Ms. Ravitch devotes a devastating chapter to New York City, where the administration of Mayor Michael R. Bloomberg has made claims, soberly dismantled in Ms. Ravitch’s book, that under his care public administration has continued to make steady improvement, largely through the creation of charter schools that give parents and students ever more choice.

Ms. Ravitch shows that claims of improving scores on state tests have actually been produced mainly by ever-lower test score requirements, so low in one instance that many students could get to an acceptable level by random guessing.

Another devastating chapter is on what Ms. Ravitch calls “The Billionaire Boys’ Club,” meaning the wealthy foundations, like the Walton Family Foundation and the Bill and Melinda Gates Foundation, that have bought in to the business model and are pouring billions into it.

These unelected and (to turn the current mantra against them) unaccountable foundations “exercise vast influence over American education because of their strategic investments in school reform.” But by looking one by one at the programs they have favored, Ms. Ravitch found that they have produced little in the way of measurable results. Often, as in the case of the Gates Foundation’s creation of small high schools to replace large, big-city high schools, they have brought about the opposite of what they intended.

“The most durable way to improve schools,” Ms. Ravitch writes, is the one thing that is actually discouraged by the stress on tests: It is “to improve curriculum and instruction and to improve the conditions in which teachers work and children learn.”
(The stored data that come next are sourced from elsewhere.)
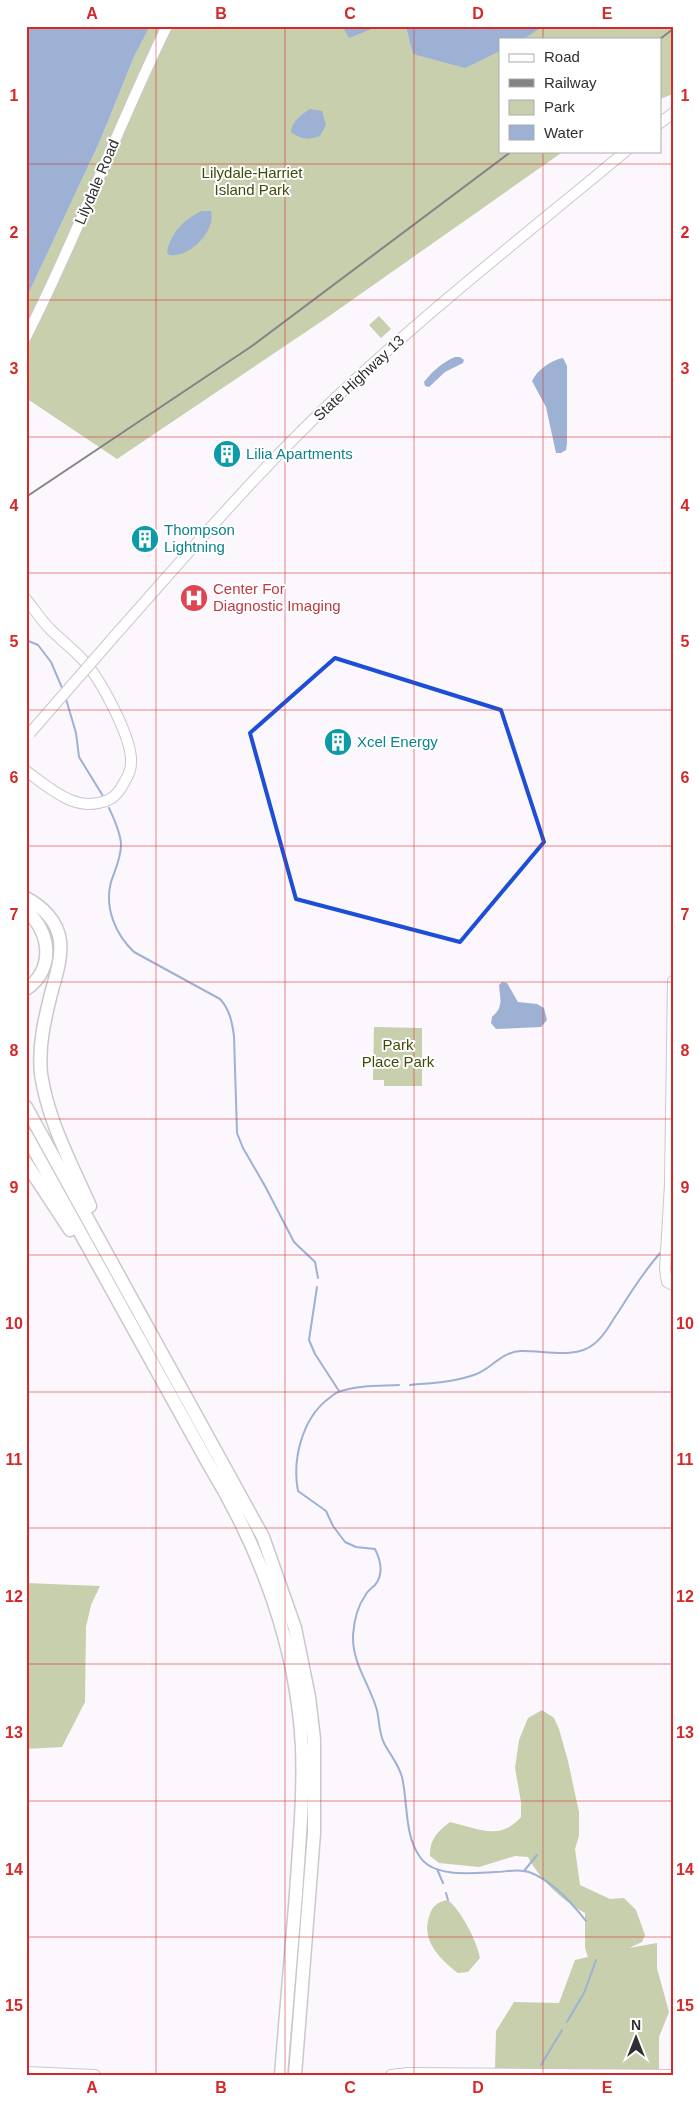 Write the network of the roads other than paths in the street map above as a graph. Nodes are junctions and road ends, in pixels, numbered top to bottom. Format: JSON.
{"nodes":[{"id":1,"x":167,"y":26,"type":"edge"},
{"id":2,"x":673,"y":113,"type":"edge"},
{"id":3,"x":662,"y":121,"type":"edge"},
{"id":4,"x":625,"y":152,"type":"edge"},
{"id":5,"x":26,"y":337,"type":"edge"},
{"id":6,"x":26,"y":599,"type":"edge"},
{"id":7,"x":28,"y":735,"type":"edge"},
{"id":8,"x":26,"y":772,"type":"edge"},
{"id":9,"x":26,"y":898,"type":"edge"},
{"id":10,"x":26,"y":911,"type":"edge"},
{"id":11,"x":673,"y":981,"type":"edge"},
{"id":12,"x":26,"y":989,"type":"edge"},
{"id":13,"x":26,"y":1107,"type":"edge"},
{"id":14,"x":26,"y":1134,"type":"edge"},
{"id":15,"x":26,"y":1163,"type":"edge"},
{"id":16,"x":122,"y":1279,"type":"junction"},
{"id":17,"x":670,"y":1284,"type":"edge"},
{"id":18,"x":116,"y":1298,"type":"junction"},
{"id":19,"x":295,"y":2070,"type":"edge"},
{"id":20,"x":26,"y":2072,"type":"edge"},
{"id":21,"x":282,"y":2072,"type":"edge"},
{"id":22,"x":96,"y":2075,"type":"edge"},
{"id":23,"x":391,"y":2075,"type":"edge"},
{"id":24,"x":673,"y":2075,"type":"edge"}],
"edges":[{"from":1,"to":5,"type":"street","name":"Lilydale Road"},
{"from":2,"to":3,"type":"street"},
{"from":4,"to":7,"type":"street","name":"State Highway 13","bridge":true},
{"from":6,"to":8,"type":"street"},
{"from":9,"to":16,"type":"highway"},
{"from":10,"to":12,"type":"highway"},
{"from":11,"to":17,"type":"street"},
{"from":13,"to":16,"type":"highway"},
{"from":14,"to":18,"type":"highway"},
{"from":15,"to":18,"type":"highway"},
{"from":16,"to":19,"type":"highway"},
{"from":18,"to":21,"type":"highway"},
{"from":20,"to":22,"type":"street"},
{"from":23,"to":24,"type":"street"}]} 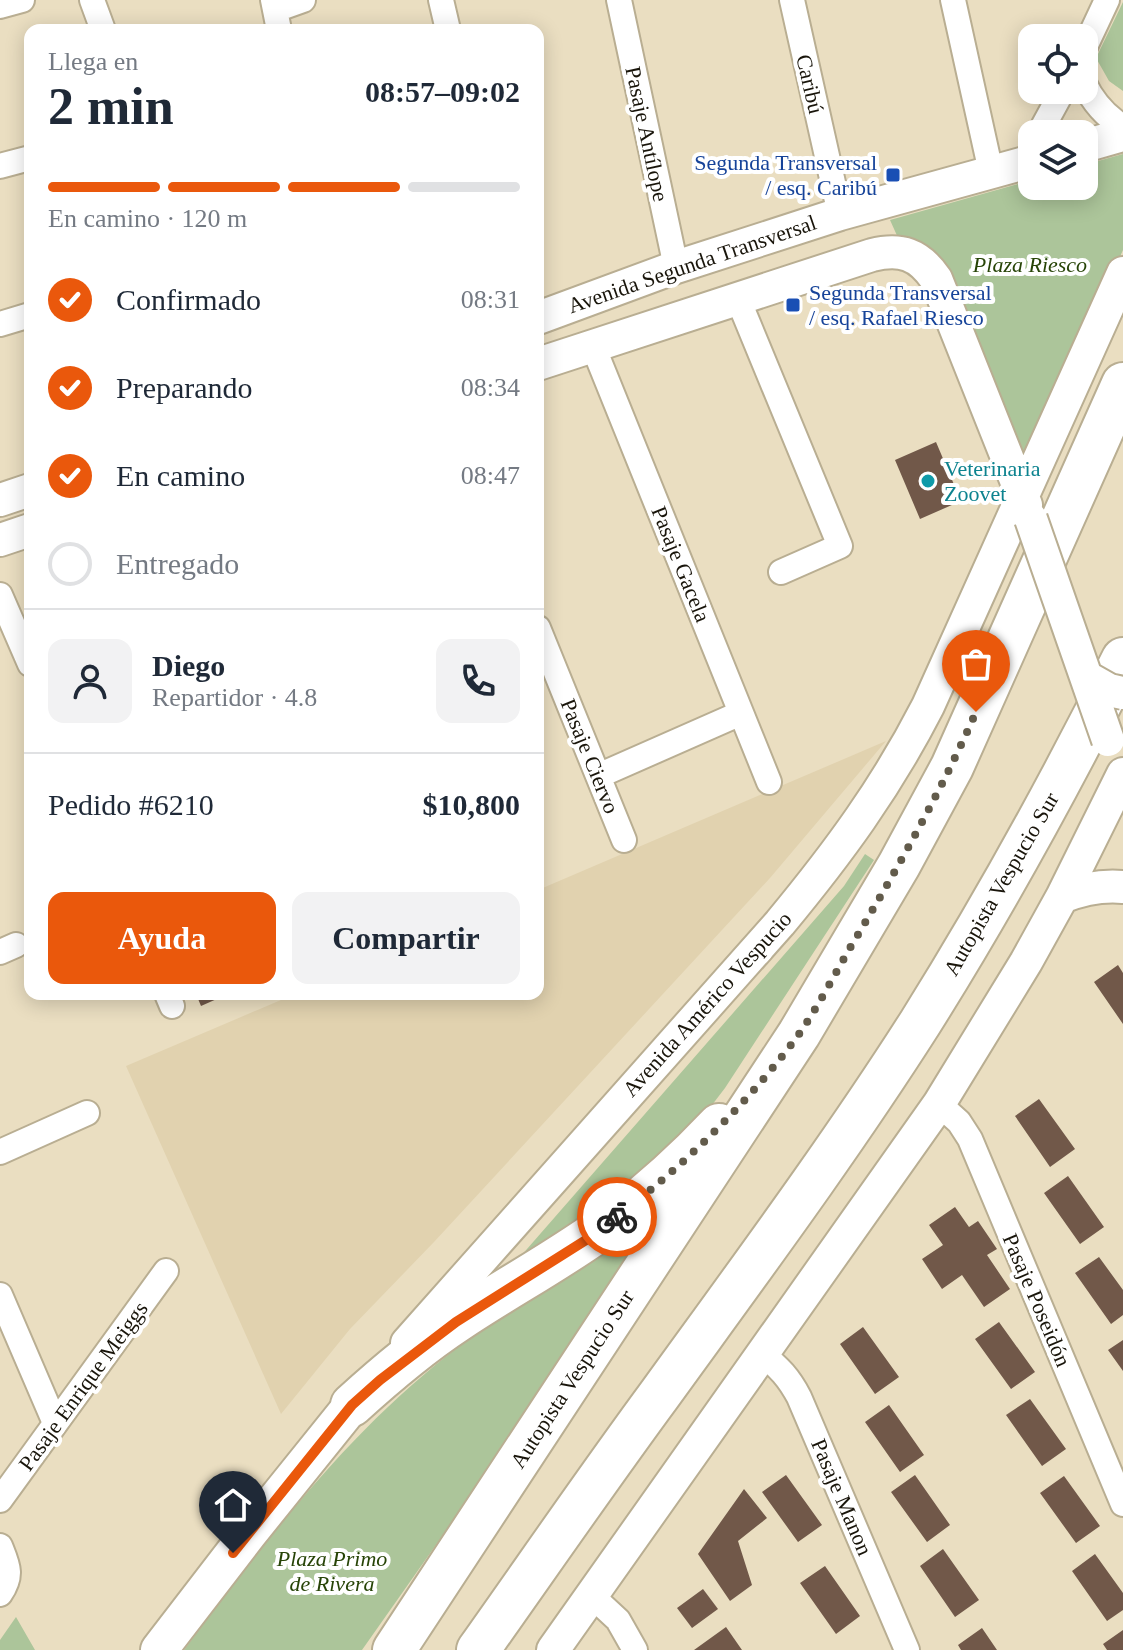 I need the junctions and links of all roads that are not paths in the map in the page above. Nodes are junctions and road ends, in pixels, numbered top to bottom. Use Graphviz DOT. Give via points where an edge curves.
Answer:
graph roads {
  1 [pos="22,0"];
  2 [pos="92,0"];
  3 [pos="303,0"];
  4 [pos="441,0"];
  5 [pos="619,0"];
  6 [pos="792,0"];
  7 [pos="953,0"];
  8 [pos="1090,0"];
  9 [pos="1107,0"];
  10 [pos="0,6"];
  11 [pos="276,13"];
  12 [pos="101,24"];
  13 [pos="447,24"];
  14 [pos="1095,24"];
  15 [pos="1095,24"];
  16 [pos="1097,104"];
  17 [pos="1123,127"];
  18 [pos="1123,135"];
  19 [pos="1098,142"];
  20 [pos="24,160"];
  21 [pos="1018,161"];
  22 [pos="0,166"];
  23 [pos="991,172"];
  24 [pos="840,214"];
  25 [pos="676,267"];
  26 [pos="1123,273"];
  27 [pos="738,299"];
  28 [pos="544,316"];
  29 [pos="24,317"];
  30 [pos="0,324"];
  31 [pos="593,346"];
  32 [pos="544,362"];
  33 [pos="1123,384"];
  34 [pos="24,492"];
  35 [pos="0,500"];
  36 [pos="1027,507"];
  37 [pos="24,532"];
  38 [pos="0,540"];
  39 [pos="781,572"];
  40 [pos="0,595"];
  41 [pos="544,643"];
  42 [pos="24,650"];
  43 [pos="1123,659"];
  44 [pos="1086,677"];
  45 [pos="1123,693"];
  46 [pos="741,713"];
  47 [pos="598,776"];
  48 [pos="1122,778"];
  49 [pos="769,782"];
  50 [pos="624,840"];
  51 [pos="1123,887"];
  52 [pos="1062,897"];
  53 [pos="799,1034"];
  54 [pos="939,1104"];
  55 [pos="87,1113"];
  56 [pos="0,1152"];
  57 [pos="166,1271"];
  58 [pos="0,1295"];
  59 [pos="762,1354"];
  60 [pos="352,1405"];
  61 [pos="55,1423"];
  62 [pos="622,1446"];
  63 [pos="0,1500"];
  64 [pos="1123,1504"];
  65 [pos="0,1546"];
  66 [pos="0,1594"];
  67 [pos="591,1595"];
  68 [pos="159,1650"];
  69 [pos="394,1650"];
  70 [pos="478,1650"];
  71 [pos="512,1650"];
  72 [pos="553,1650"];
  73 [pos="635,1650"];
  74 [pos="907,1650"];
  1 -- 10 [label="street"];
  2 -- 12 [label="street"];
  3 -- 11 [label="street"];
  4 -- 13 [label="street"];
  5 -- 25 [label="street, Pasaje Antílope"];
  6 -- 24 [label="street, Caribú"];
  7 -- 23 [label="street"];
  8 -- 14 [label="street"];
  9 -- 15 [label="street"];
  16 -- 17 [label="street"];
  18 -- 19 [label="main road"];
  20 -- 22 [label="street"];
  21 -- 23 [label="main road, Avenida Segunda Transversal"];
  23 -- 24 [label="main road, Avenida Segunda Transversal"];
  24 -- 25 [label="main road, Avenida Segunda Transversal"];
  25 -- 28 [label="main road, Avenida Segunda Transversal"];
  26 -- 36 [label="main road, Avenida Américo Vespucio"];
  27 -- 31 [label="main road, Avenida Segunda Transversal"];
  27 -- 36 [label="main road, Avenida Segunda Transversal" via="885,252 922,262 936,279"];
  27 -- 39 [label="street" via="840,546"];
  29 -- 30 [label="street"];
  31 -- 32 [label="main road, Avenida Segunda Transversal"];
  31 -- 46 [label="street, Pasaje Gacela"];
  33 -- 53 [label="highway, Autopista Vespucio Sur" via="952,767"];
  34 -- 35 [label="main road"];
  36 -- 44 [label="main road, Avenida Segunda Transversal, bridge"];
  36 -- 60 [label="main road, Avenida Américo Vespucio" via="893,772 851,834 780,923"];
  37 -- 38 [label="main road"];
  40 -- 42 [label="street"];
  41 -- 47 [label="street, Pasaje Ciervo"];
  43 -- 62 [label="highway, Autopista Vespucio Sur" via="1008,876 919,1024 823,1168"];
  44 -- 45 [label="main road, bridge"];
  44 -- 48 [label="main road, Avenida Segunda Transversal, bridge"];
  46 -- 47 [label="street"];
  46 -- 49 [label="street, Pasaje Gacela"];
  47 -- 50 [label="street, Pasaje Ciervo"];
  48 -- 52 [label="main road"];
  51 -- 52 [label="main road" via="1093,887"];
  52 -- 54 [label="main road"];
  53 -- 60 [label="highway" via="737,1108 640,1199 446,1329"];
  53 -- 69 [label="highway, Autopista Vespucio Sur"];
  54 -- 59 [label="main road"];
  54 -- 64 [label="street, Pasaje Poseidón" via="970,1139"];
  55 -- 56 [label="street"];
  57 -- 61 [label="street, Pasaje Enrique Meiggs"];
  58 -- 61 [label="street"];
  59 -- 67 [label="main road"];
  59 -- 74 [label="street, Pasaje Manon" via="780,1368 799,1397"];
  60 -- 68 [label="main road, Avenida Américo Vespucio"];
  61 -- 63 [label="street, Pasaje Enrique Meiggs"];
  62 -- 70 [label="highway, Autopista Vespucio Sur"];
  62 -- 71 [label="highway"];
  65 -- 66 [label="street" via="9,1577"];
  67 -- 72 [label="main road"];
  67 -- 73 [label="street" via="618,1620"];
}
In other words, for students to be introduced, say, to the moral choices facing Abraham Lincoln in the Civil War isn’t the sort of thing that can be measured on tests of basic skills in reading and math. So much for test scores as the dominant measure of educational success.

Meanwhile, choice has had the effect of producing many competing schools while destroying what ought to be the bedrock of early education, the solid, well-run neighborhood public school with its coherent and clear ideas of what children need to know to be responsible citizens in a democracy.

“Ten years from now,” Ms. Ravitch warns, “a kid will have to apply for admission to the school across the street, and he might be turned down.”